L’Autre était moi, de seize à vingt ans. Un pan sinueux et fantôme de ma jeunesse à moi, un pan de ce voile de ma vie, flottait donc ici [ ... ] dans cet endroit, le plus reculé du monde pour moi...

Un périple de lecture d’un long poème en prose vous attend donc.


Régine Detambel Les enfants se défont par l’oreille

Dans quel étrange pays nous entraine Régine Detambel ? celui bien réel du vieillard qui défait les amours d’enfance ; et celui-ci est multiplié par huit : quatre arrière grand-mères : Athéna, Olympe, Diane, Hélisenne, et quatre arrières grand-pères : Donatien, Joachim, Louis et Franz-Gustav.

Et à chaque fois que le narrateur, un jeune garçon esquisse un geste tendre vis- à-vis de sa cousine Eva qui partage donc le même talon de figures aïeules, l’une d’elles survient, maxime en bouche, du genre « Sac percé ne peut tenir la graine » et autres « Dans les petits pots sont les fines épices »

Aussi, le narrateur devenu grand, chaque fois qu’une femme l’a fait rayonner, redoute plus que tout cette voix pleine de "joviale brutalité, et de volupté souveraine, nonchalante, dégustatrice, ancestrale" et lui demande de garder silence.

Le livre, paru chez Fata Morgana [3], outre Lacan déjà cité plus haut et le paradis enfantin où Baudelaire de Dieu, il s’en passe de vertes, ne manquera d’évoquer chez le lecteur la réminiscence des heures d’or et la découverte cruelle de leur fragilité, à la merci du ressentiment de ceux qui ne les vivent plus.

Régine Detambel procède à sa manière, ultra-sensible, avec infiniment d’humour, d’amour des mots, je crains de ne plus entendre congratulations ni joujou de la même façon, et à mon tour je craindrai la survenue d’un Opapa et le bruit de succion de ses pantoufles ainsi que la sentence :

Trop parler nuit, trop gratter cuit.

Comme pour Pandemonium (Gallimard), j’ai éprouvé le sentiment du raffinement oulipien et subi l’effroi de l’inquiétante étrangeté de ces vieillards menaçants empêcheurs d’aimer en rond.

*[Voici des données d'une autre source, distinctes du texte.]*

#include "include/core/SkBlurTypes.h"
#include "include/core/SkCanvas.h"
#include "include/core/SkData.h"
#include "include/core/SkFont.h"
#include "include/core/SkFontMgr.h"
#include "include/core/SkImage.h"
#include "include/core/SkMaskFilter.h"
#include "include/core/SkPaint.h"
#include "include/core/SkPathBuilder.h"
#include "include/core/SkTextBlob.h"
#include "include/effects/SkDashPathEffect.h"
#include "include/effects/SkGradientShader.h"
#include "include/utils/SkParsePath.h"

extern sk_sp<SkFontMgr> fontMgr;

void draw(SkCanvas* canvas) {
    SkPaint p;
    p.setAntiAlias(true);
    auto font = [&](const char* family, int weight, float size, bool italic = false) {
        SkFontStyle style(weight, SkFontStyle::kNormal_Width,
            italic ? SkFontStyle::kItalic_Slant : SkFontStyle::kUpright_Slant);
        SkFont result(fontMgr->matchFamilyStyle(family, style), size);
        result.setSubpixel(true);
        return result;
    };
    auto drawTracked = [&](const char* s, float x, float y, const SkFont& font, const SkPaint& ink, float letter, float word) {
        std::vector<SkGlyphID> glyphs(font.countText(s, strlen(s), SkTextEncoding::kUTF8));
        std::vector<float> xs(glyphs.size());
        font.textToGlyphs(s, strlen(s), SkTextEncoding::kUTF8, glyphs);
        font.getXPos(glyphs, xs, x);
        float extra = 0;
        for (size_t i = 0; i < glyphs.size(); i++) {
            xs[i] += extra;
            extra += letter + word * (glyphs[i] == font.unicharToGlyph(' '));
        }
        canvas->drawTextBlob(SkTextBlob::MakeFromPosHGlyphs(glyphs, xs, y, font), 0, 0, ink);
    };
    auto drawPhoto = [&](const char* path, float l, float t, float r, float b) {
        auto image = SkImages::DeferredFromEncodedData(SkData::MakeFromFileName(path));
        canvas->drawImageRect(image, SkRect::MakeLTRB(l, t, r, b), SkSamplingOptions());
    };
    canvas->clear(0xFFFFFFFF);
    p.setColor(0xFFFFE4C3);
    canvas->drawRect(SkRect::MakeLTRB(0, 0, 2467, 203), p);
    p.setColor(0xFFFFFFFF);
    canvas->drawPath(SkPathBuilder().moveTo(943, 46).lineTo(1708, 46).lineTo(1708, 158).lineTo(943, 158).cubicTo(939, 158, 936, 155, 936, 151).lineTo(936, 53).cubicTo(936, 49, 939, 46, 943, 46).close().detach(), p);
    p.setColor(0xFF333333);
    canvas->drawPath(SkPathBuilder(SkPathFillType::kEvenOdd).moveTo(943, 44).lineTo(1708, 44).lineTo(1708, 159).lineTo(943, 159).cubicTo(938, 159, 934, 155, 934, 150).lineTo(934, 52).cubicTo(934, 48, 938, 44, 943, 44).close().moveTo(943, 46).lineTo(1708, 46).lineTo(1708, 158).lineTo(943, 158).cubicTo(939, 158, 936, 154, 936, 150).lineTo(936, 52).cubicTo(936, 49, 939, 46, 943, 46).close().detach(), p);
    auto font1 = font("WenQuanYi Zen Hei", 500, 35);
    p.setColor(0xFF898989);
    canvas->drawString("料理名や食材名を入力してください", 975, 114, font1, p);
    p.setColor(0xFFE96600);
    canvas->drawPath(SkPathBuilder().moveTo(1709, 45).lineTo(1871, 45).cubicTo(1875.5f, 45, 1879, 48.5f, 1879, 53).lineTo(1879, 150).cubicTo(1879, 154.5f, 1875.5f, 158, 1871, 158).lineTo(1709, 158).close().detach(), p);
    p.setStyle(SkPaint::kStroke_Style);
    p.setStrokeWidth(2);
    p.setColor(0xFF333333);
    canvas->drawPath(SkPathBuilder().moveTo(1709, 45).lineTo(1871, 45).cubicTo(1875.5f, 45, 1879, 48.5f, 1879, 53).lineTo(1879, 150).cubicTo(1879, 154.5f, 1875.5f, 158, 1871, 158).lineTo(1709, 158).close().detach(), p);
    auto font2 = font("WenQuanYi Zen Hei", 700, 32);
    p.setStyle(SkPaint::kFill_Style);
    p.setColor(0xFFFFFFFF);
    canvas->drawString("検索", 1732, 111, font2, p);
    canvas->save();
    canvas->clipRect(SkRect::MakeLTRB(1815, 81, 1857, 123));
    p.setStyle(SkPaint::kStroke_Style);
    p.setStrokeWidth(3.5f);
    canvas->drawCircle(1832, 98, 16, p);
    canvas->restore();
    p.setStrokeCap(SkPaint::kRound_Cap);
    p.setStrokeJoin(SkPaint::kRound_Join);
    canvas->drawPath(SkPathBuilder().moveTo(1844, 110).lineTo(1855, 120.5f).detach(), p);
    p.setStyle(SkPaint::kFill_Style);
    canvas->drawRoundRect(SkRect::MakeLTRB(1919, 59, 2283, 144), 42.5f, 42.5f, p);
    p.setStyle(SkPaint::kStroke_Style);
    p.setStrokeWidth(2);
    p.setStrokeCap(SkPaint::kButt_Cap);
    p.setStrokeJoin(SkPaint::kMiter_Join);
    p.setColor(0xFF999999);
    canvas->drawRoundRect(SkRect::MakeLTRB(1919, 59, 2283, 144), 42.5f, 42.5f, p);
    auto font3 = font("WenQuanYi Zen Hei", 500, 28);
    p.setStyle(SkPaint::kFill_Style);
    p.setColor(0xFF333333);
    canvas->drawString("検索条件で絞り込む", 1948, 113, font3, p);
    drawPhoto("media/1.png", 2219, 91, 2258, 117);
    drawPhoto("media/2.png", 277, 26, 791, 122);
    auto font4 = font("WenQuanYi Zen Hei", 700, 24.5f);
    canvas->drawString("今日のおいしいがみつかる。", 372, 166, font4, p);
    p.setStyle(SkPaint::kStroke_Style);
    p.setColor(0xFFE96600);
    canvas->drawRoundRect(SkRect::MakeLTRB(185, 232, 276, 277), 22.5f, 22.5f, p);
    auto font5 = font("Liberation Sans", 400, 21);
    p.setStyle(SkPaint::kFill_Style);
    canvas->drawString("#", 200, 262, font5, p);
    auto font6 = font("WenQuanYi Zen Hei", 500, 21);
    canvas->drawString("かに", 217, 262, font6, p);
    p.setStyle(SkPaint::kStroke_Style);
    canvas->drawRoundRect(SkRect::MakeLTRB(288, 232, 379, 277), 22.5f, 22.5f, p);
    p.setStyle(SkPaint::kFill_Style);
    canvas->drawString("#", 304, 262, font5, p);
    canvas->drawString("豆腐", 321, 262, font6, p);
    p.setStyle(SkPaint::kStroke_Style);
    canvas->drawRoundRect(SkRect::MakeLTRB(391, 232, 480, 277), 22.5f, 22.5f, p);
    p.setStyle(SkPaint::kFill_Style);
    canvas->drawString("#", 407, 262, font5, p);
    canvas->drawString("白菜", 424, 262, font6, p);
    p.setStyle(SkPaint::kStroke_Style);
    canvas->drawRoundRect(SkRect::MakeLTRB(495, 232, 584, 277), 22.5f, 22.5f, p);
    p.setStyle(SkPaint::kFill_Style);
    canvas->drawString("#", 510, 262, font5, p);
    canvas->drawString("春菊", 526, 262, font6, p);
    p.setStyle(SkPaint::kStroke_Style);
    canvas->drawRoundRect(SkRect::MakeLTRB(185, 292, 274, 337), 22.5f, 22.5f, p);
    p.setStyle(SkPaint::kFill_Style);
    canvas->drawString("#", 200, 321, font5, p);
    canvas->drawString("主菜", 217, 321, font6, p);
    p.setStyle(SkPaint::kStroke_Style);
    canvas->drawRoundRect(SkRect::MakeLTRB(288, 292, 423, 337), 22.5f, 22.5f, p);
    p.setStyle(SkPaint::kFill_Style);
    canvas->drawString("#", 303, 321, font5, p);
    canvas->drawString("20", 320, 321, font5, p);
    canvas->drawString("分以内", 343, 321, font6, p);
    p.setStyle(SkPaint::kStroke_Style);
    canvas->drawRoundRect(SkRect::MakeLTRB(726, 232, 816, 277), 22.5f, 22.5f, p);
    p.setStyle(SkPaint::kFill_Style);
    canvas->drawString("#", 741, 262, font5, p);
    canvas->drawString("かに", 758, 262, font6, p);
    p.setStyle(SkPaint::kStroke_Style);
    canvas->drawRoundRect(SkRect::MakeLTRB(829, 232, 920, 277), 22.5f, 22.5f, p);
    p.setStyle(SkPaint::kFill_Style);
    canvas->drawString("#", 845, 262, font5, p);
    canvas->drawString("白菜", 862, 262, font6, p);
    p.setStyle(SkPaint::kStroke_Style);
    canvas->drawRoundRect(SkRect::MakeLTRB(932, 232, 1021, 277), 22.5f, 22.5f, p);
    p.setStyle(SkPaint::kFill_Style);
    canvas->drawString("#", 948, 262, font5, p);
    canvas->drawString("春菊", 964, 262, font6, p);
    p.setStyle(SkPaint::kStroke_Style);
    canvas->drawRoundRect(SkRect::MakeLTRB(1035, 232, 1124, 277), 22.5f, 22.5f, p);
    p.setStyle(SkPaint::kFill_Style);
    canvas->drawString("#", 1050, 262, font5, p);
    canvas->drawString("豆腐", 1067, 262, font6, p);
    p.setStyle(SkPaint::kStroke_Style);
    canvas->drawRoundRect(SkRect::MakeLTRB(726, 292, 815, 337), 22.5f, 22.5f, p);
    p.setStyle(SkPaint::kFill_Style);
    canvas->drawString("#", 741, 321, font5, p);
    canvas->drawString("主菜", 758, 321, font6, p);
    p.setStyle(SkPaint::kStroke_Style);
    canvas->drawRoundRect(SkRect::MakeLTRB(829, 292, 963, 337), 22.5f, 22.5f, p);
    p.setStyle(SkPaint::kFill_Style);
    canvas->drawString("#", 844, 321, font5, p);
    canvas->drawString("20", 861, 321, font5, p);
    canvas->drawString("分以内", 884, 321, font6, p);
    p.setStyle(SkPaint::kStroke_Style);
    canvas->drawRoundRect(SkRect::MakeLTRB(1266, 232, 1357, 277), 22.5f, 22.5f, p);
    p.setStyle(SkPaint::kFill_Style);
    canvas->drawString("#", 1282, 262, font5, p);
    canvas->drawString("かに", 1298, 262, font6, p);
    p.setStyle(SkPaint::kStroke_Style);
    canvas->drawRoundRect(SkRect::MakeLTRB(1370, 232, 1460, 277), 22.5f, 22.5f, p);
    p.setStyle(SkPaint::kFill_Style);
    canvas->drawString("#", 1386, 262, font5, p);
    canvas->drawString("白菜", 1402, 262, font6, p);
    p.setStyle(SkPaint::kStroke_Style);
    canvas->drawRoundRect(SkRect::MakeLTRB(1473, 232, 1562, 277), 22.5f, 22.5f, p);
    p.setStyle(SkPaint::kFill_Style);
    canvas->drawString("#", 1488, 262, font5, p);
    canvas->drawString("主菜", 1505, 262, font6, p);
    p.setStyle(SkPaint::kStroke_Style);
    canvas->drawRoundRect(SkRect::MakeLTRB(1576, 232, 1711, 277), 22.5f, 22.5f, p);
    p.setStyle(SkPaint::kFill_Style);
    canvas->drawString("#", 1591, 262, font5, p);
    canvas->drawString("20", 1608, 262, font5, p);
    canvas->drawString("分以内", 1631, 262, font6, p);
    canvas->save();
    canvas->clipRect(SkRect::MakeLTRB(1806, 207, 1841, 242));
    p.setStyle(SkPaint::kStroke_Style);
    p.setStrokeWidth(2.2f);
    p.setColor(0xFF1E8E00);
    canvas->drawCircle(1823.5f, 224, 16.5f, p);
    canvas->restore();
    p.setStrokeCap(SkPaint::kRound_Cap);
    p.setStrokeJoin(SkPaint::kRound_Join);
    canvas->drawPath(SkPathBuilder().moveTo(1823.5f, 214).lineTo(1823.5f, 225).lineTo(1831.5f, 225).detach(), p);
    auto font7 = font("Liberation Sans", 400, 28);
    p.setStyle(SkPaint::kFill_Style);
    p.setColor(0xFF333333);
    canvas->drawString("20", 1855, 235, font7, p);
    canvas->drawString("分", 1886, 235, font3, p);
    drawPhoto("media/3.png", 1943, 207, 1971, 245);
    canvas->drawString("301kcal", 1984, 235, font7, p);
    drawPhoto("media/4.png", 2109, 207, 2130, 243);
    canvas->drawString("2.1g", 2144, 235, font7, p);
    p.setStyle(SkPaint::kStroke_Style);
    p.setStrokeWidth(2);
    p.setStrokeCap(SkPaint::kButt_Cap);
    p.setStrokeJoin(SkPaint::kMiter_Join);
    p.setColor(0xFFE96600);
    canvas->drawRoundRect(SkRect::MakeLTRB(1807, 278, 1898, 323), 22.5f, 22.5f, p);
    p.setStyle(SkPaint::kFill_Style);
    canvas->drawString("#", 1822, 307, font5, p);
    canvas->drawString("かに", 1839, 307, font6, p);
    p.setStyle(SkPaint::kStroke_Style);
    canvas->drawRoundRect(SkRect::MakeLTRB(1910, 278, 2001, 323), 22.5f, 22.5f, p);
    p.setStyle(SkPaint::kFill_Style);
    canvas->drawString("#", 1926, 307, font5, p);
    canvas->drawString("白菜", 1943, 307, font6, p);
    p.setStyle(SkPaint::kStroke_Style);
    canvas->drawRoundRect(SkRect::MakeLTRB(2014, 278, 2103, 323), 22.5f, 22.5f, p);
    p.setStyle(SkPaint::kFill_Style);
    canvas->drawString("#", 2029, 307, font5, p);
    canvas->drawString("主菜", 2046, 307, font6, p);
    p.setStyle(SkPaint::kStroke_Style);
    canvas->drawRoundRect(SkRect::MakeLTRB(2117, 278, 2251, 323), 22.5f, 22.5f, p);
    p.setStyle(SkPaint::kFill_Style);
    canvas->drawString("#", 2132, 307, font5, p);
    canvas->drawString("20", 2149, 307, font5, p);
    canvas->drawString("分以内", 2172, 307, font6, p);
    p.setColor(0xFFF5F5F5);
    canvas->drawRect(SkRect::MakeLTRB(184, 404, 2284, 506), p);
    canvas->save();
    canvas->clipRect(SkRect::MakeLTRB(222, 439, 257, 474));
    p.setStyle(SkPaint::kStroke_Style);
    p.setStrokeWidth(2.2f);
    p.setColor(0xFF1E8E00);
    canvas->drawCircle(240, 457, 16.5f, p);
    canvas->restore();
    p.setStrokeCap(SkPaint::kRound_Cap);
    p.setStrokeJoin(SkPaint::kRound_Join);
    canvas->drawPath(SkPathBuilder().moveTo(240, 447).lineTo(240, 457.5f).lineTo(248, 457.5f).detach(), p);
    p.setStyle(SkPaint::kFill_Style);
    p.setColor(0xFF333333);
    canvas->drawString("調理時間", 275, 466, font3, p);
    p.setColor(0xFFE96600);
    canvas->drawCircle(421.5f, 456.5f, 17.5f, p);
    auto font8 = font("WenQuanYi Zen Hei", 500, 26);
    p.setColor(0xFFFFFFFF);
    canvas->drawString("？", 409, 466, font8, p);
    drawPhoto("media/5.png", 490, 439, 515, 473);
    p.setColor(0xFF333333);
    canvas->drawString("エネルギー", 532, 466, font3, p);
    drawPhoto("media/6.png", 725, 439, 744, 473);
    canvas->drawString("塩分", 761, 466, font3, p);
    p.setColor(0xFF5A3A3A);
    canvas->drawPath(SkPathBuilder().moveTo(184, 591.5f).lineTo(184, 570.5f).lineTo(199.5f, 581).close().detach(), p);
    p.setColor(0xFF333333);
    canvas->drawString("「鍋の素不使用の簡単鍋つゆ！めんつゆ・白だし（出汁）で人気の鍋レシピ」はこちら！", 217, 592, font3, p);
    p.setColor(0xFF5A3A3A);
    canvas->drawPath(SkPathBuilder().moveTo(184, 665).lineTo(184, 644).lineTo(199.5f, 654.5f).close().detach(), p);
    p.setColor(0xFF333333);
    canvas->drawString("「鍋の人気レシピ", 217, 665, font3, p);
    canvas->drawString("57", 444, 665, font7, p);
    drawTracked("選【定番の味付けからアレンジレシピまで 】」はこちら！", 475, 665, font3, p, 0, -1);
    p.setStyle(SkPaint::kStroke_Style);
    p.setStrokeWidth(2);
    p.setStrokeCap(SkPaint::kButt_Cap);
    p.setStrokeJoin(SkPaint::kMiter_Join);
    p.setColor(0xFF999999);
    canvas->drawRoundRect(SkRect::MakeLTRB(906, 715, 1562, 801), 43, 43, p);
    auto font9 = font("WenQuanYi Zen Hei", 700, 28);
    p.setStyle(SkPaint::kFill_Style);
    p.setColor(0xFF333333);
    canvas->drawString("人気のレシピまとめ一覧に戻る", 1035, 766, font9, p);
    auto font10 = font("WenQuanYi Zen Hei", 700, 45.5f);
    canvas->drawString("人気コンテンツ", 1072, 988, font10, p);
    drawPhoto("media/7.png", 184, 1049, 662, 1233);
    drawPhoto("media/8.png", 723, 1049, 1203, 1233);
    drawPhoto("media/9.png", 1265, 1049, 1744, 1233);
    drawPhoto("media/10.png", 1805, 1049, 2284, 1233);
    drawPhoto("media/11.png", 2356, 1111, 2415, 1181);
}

Les dessins de Colette Deblé, ne sont pas des illustrations et donnent eux aussi à penser.


Lee Seong-Bok La transformation poétique de l’humiliation

Ceci n’est pas le titre du recueil de Lee Seong-Bok, traduit du coréen par No Mi-Sug et Alain Génetiot, dans la collection L’Extrême contemporain (Belin). C’est celui d’une postface d’une dizaine de pages, de Kim Hyun qui invite à relire en profondeur « Des choses qui viennent après la douleur » [4], avec pour sous-titre Les eaux bleues de Namhae Gumsan. Ainsi nous est-il précisé :

L’itinéraire du moi décrit par Lee Song-Bok est l’itinéraire d’un rite de passage. La vie humiliée, la mère qui empêche de mourir, le départ pour l’au-delà et le retour, ces quatre étapes constituent l’itinéraire du rite de passage entre l’épreuve et son accomplissement, entre la mort et la renaissance.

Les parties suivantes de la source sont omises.